Changement climatique, crises multiformes, conflits : dans un monde instable, en proie à de nombreuses menaces, l’enjeu de l’insertion des jeunes dépasse aujourd’hui largement les questions économiques. Or, si la prise en compte des jeunesses est maintenant bien ancrée dans les politiques publiques, notamment en raison de leur poids démographique, ils et elles restent trop souvent considéré·e·s comme simples bénéficiaires d’actions visant uniquement à les éduquer et les amener vers l’emploi.
C’est de ce constat qu’est né, en 2020, le programme Jade – Jeunesses Actrices du Monde de Demain, financé par l’AFD. « Le Gret et ses partenaires renforcent depuis longtemps les systèmes de formation professionnelle et d’accompagnement à l’insertion, mais ils ont pris conscience, il y quelques années déjà, que cela ne pouvait suffire pour soutenir les jeunes dans leur transition vers la vie adulte », explique Camille Paquet, responsable de l’équipe Insertion et Emploi au Gret. « Il était indispensable d’opérer un changement dans nos modalités d’action pour favoriser une nouvelle vision des jeunesses et transformer leur place dans les projets, en les considérant comme acteurs et actrices de leur changement ».
Cette nouvelle vision supposait aussi d’accompagner les jeunes bien au-delà de l’insertion professionnelle : « Nous voulions sortir d’une approche très économico-centrée dont le seul objectif était que les jeunes accèdent à un emploi décent, pour penser une véritable insertion des jeunes dans la société », ajoute Camille Paquet. « Cela supposait de prendre en compte les volets social et citoyen, environnemental et climatique ».
L’approche du Gret repose sur deux piliers, qui vont de pair : celui d’une insertion dite « intégrale » des jeunes et celui du renforcement de leur pouvoir d’agir individuel et collectif. D’abord testée dans six pays (la Guinée, Haïti, le Congo, la Mauritanie, le Mali et le Sénégal), elle s’étend désormais à Madagascar, au Vietnam, au Cambodge et au Myanmar.
Toutes les dimensions de l’insertion
Les dispositifs mis en place par le Gret dans le cadre de ses projets intègrent désormais les autres dimensions de l’intégration des jeunes. Ils doivent leur permettre d’accéder aux informations pertinentes pour prendre des décisions éclairées, renforcer leurs capacités techniques mais aussi leurs soft skills, et prendre en compte les enjeux transversaux auxquels ils et elles sont confronté·e·s : les transitions sociale, économique, écologique, politique et citoyenne, numérique et technologique.
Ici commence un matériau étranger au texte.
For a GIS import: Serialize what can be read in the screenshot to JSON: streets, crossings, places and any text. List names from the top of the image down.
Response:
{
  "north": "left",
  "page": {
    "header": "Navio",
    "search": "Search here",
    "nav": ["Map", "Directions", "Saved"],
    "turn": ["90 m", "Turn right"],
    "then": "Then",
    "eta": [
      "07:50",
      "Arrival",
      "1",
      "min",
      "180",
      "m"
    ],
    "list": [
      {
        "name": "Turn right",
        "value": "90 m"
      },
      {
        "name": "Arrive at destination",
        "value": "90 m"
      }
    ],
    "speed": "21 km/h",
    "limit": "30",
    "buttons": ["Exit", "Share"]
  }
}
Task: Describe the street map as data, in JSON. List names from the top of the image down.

Au Congo, par exemple, où la filière des déchets est identifiée comme une opportunité économique durable s’inscrivant dans la transition écologique du pays, des jeunes sont formés par le Gret au métier d’opérateur de pré-collecte mais également amenés à mettre en place des actions pour sensibiliser les communautés à la question du tri. Un accompagnement qui, au-delà de l’apprentissage d’un métier, aide les jeunes à se projeter dans l’avenir, comme pour Eunoch Likamela, formé dans le cadre du projet : « Je veux créer une entreprise basée sur la collecte des déchets », confie-t-il. « Pourquoi ne pas parler de moi comme un entrepreneur au Congo ? ».
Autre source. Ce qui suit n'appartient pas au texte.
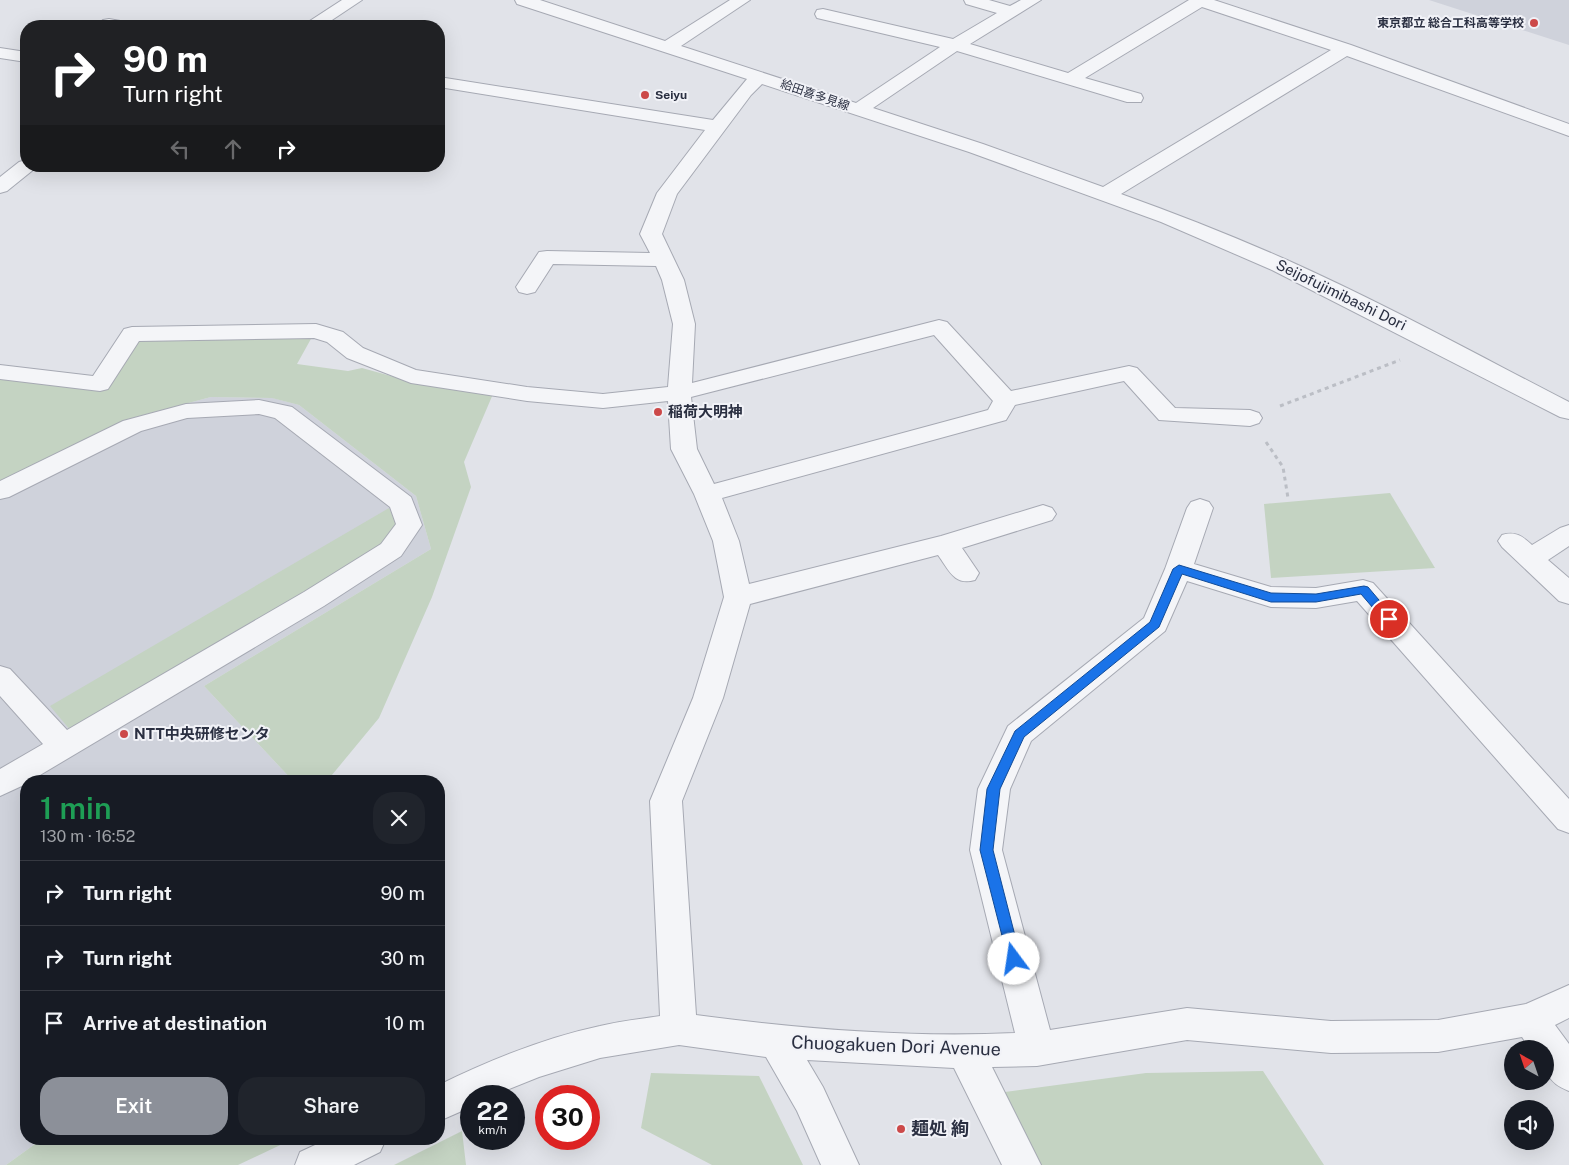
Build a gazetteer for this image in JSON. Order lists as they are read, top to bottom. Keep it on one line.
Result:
{"streets":{"street":["給田喜多見線","Seijofujimibashi Dori","Chuogakuen Dori Avenue"]},"crossings":[["給田喜多見線","Seijofujimibashi Dori"]],"places":["東京都立 総合工科高等学校","Seiyu","稲荷大明神","NTT中央研修センタ","麺処 絢"],"north":"top left","page":{"turn":["90 m","Turn right"],"heading":["1 min","130 m · 16:52"],"list":[{"name":"Turn right","value":"90 m"},{"name":"Turn right","value":"30 m"},{"name":"Arrive at destination","value":"10 m"}],"buttons":["Exit","Share"],"speed":"22 km/h","limit":"30"}}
Jeunesses et pouvoir d’agir
Cette capacité à se projeter dans l’avenir, passe aussi par la place que prennent les jeunes comme acteurs sociaux et écocitoyens de leurs territoires.
« Il faut accompagner les jeunesses à prendre conscience qu’elles ont des rôles et des partitions à jouer au sein des territoires », martèle Khady Diatta. Cheffe du projet « Jeunes reporters citoyens » au Gret Sénégal, elle accompagne, dans la banlieue de Dakar, la formation d’un réseau de jeunes reporters afin de renforcer leur engagement et leur impact au sein de la société. « Avec ce projet, les jeunes deviennent des acteurs incontestés dans leurs communautés, ils renforcent leur pouvoir d’agir ».
En Guinée forestière aussi, où les enjeux environnementaux sont nombreux, le Gret favorise l’engagement des jeunes en renforçant leurs capacités d’analyse sur ces questions et leur engagement au travers d’initiatives citoyennes individuelles et collectives au service de l’environnement.
Dans une approche transformative de l’insertion, la question du genre et de l’empowerment des jeunes femmes a, elle aussi, une place fondamentale. Au Vietnam, le Gret accompagne des jeunes femmes venues des zones rurales pour travailler dans des usines de la province de Quảng Nam afin qu’elles se forment aux outils numériques pour acquérir des compétences techniques mais aussi sociales.
Les jeunesses : une thématique transversale
La prise en compte et l’intégration de la thématique des jeunesses dans l’ensemble des projets du Gret et dans les orientations stratégiques de l’organisation est aussi un objectif important de la deuxième phase du programme Jade.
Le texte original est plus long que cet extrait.